Due to the increasing number of songs of all genres, it has become very difficult to recommend appropriate songs to music lovers. The question is that the music recommendation system should understand the music lover’s favorites and inclinations to other similar music lovers and offer the songs to them on the go, by reading their pulse.

In the digital market we have excellent music streaming applications available like YouTube, Amazon Music, Spotify etc., All they have their own features to recommend music to music lovers based on their listening history and first and best choice. This plays a vital role in this business to catch the customers on the go. Those recommendations are used to predict and indicate an appropriate list of songs based on the characteristics of the music, which has been heard by music lovers over the period.

This project uses the KKBOX dataset and demonstrates the machine learning techniques that can be applied to recommend songs to music lovers based on their listening patterns which were created from their history.

Take away and Outcome and of this project experience.

  • Understanding inferences about data and data visualization
  • Gaining knowledge on Feature Engineering and Outlier treatment
  • The reason behind Train and Test split for model validation
  • Best Understanding and Building capabilities on the algorithm below
    • Logistic Regression model
    • Decision Tree classifier
    • Random Forest Classifier
    • XGBoost model

8.Image Segmentation using Masked R-CNN with TensorFlow

Problem Statement & Solution

Fire is one of the deadliest risk situations. Generally, fire can destroy an area completely in a very short span of time. Another end this leads to an increase in air pollution and directly affects the environment and an increase in global warming. This leads to the loss of expensive property. Hence early fire detection is very important.

The Object of this project is to build a deep neural network model that will give precise accuracy in the detection of fire in the given set of images. In this Deep Learning-based project on Image Segmentation using Python language, we are going to implement the Mask R-CNN model for early fire detection.

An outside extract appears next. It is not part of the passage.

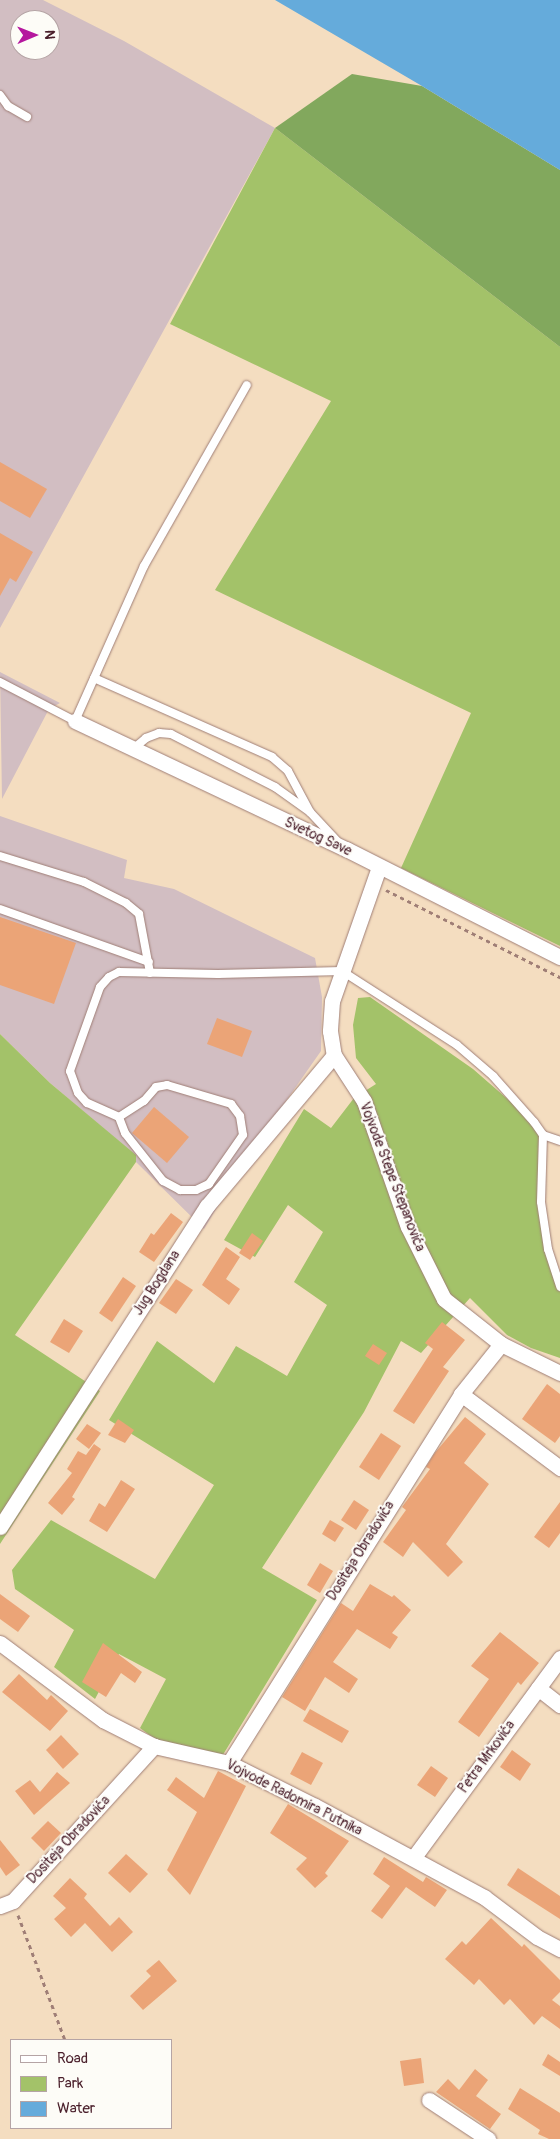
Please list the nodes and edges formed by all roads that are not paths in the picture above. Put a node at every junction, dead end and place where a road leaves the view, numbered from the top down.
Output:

In this project, we are going to build early fire detection using the image segmentation technique with the help of the MRCNN model. Here, fire detection by adopting the RGB model (Color: Red, Green, Blue), which is based on chromatic and disorder measurement for extracting fire pixels and smoke pixels from the image. With the help of this model, we can locate the position where the fire is present, and which will help the fire authorities to take appropriate actions to prevent any kind of loss.

Take away and Outcome and of this project experience.

  • Understanding the concepts
    • Image detection
    • Image localization
    • Image segmentation
    • Backbone
      • Role of the backbone (restnet101) in Mask RCNN model
    • MS COCO
  • Understanding the concepts
    • Region Proposal Network (RPN)
    • ROI Classifier and bounding box Regressor.
  • Distinguishing between Transfer Learning and Machine Learning.
  • Demonstrating image annotation using VGG Annotator.
  • The best understanding of how to create and store the log files per epoch.

9. Loan Eligibility Prediction using Gradient Boosting Classifier

Problem Statement & Solution

In this project, we are predicting if a loan should be given to an applicant or not for the given data of various customers who are all seeking the loan based on several factors like their credit score and history. The ultimate aim is to avoid manual efforts and give approval with the help of a machine learning model, after analyzing the data and processing for machine learning operations. On the top of the machine, the learning solution will look at different factors based on testing the dataset and decide whether to grant a loan or not to the respective individual.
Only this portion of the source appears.